La caméra balaie l'iris et relève plus
de 250 points de références. L'appareil
les transforme ensuite en une formule mathématique
qui est stockée sur une carte à puce.
« C'est rapide, mais aussi très
sûr parce que chaque iris est différent,
explique un employé de l'aéroport. En
plus, [le contrôle de] l'iris est [un moyen] moins
vulnérable que [celui] des empreintes digitales.
Vous pouvez vous couper le doigt ou la paume de la main,
alors qu'avec l'iris, c'est tout de même moins
fréquent. C'est donc un système très
sûr. »
La reconnaissance de l'iris fait partie
d'un ensemble de techniques qu'on appelle la biométrie.
Chaque individu possède des caractéristiques
physiques qui sont uniques et permanentes : son visage,
ses yeux, ses mains et, bien sûr, ses empreintes
digitales. Les appareils de biométrie servent
à capter ces informations. Elles deviennent alors
une référence biométrique. La preuve
que vous êtes bien la personne que vous prétendez
être.
Pour les services de sécurité,
c'est un outil de travail extraordinaire. Mais pour
les simples citoyens, c'est une arme à double
tranchant. La biométrie doit être accompagnée
d'une banque de données sur les personnes. Ce
sont les usages secondaires de ces banques de données
qu'il faut questionner, et non pas le fait qu'on utilise
la biométrie pour nous identifier dans un endroit
précis.
À
l'aéroport de San Francisco, les employés
utilisent la biométrie depuis une dizaine d'années
pour avoir accès aux zones réservées.
L'appareil mesure les différences entre la main
de l'employé et une main standard. Ces données
sont ensuite cryptées et enregistrées
dans un fichier qui servira ensuite de référence.

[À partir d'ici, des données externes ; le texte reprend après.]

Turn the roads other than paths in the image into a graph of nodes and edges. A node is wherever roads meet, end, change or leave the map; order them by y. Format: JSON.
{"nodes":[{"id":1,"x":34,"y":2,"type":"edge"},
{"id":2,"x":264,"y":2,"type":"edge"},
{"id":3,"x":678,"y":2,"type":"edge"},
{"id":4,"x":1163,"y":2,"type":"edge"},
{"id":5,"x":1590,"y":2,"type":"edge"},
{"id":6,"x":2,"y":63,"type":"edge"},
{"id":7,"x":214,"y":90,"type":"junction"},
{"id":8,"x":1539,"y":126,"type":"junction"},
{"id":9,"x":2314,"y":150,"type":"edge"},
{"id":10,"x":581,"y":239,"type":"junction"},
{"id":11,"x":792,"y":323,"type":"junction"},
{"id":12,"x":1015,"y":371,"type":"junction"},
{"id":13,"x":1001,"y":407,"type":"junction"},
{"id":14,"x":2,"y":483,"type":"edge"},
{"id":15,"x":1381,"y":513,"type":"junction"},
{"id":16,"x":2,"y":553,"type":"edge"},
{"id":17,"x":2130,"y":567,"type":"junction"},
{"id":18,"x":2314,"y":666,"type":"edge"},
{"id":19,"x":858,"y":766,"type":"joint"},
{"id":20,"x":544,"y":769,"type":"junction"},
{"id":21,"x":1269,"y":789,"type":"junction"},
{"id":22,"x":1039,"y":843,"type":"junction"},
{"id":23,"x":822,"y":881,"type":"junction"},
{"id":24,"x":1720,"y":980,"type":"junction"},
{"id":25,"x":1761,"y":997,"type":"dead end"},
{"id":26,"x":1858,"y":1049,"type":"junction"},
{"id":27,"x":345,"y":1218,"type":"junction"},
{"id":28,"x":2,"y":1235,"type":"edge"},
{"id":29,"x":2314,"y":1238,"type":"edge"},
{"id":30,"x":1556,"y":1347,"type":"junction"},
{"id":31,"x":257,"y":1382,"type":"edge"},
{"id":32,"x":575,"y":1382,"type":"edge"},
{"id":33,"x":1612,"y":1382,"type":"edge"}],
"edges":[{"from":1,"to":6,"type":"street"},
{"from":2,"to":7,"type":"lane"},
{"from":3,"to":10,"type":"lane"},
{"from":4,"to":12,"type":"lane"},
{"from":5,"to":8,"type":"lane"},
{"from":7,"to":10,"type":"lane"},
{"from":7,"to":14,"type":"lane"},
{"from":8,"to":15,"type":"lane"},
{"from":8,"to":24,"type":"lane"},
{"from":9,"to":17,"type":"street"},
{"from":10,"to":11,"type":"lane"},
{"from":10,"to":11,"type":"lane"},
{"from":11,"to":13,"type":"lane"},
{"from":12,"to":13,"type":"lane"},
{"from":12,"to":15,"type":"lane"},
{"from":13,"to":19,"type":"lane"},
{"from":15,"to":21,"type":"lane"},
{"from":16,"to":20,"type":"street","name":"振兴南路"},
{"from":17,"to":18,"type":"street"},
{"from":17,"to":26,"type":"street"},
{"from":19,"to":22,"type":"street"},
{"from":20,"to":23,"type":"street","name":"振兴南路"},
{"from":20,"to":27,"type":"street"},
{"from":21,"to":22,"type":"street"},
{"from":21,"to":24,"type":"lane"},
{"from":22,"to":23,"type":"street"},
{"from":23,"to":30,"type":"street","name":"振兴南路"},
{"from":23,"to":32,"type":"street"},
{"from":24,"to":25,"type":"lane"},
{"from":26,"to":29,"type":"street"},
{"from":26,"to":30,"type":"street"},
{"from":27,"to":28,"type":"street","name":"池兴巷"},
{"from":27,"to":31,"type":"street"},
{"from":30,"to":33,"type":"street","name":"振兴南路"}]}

La question qui se pose est : qui empêcherait
un terroriste de couper la main d'un employé
et de l'utiliser pour ouvrir une porte, par exemple.
« Quand une main est coupée, le
sang coule forcément. Or, le sang contribue à
donner la forme et la taille à la main. Dès
qu'elle est coupée, elle change directement.
Donc ce n'est pas la solution pour tromper le système »,
rassure un employé de l'aéroport. Le terroriste
devra donc contraindre l'employé vivant à
mettre sa main dans le scanner s'il veut franchir la
barrière de sécurité
Vos empreintes digitales sur une
carte à puce
À Québec, la compagnie
Labcal a rafraîchi une ancienne technique policière
: celle des empreintes digitales. Labcal a conçu
un appareil portatif qui reproduit les empreintes digitales
en trois dimensions : le smartprint. Il suffit d'inscrire
un nom, de choisir un doigt et de le placer sur le lecteur.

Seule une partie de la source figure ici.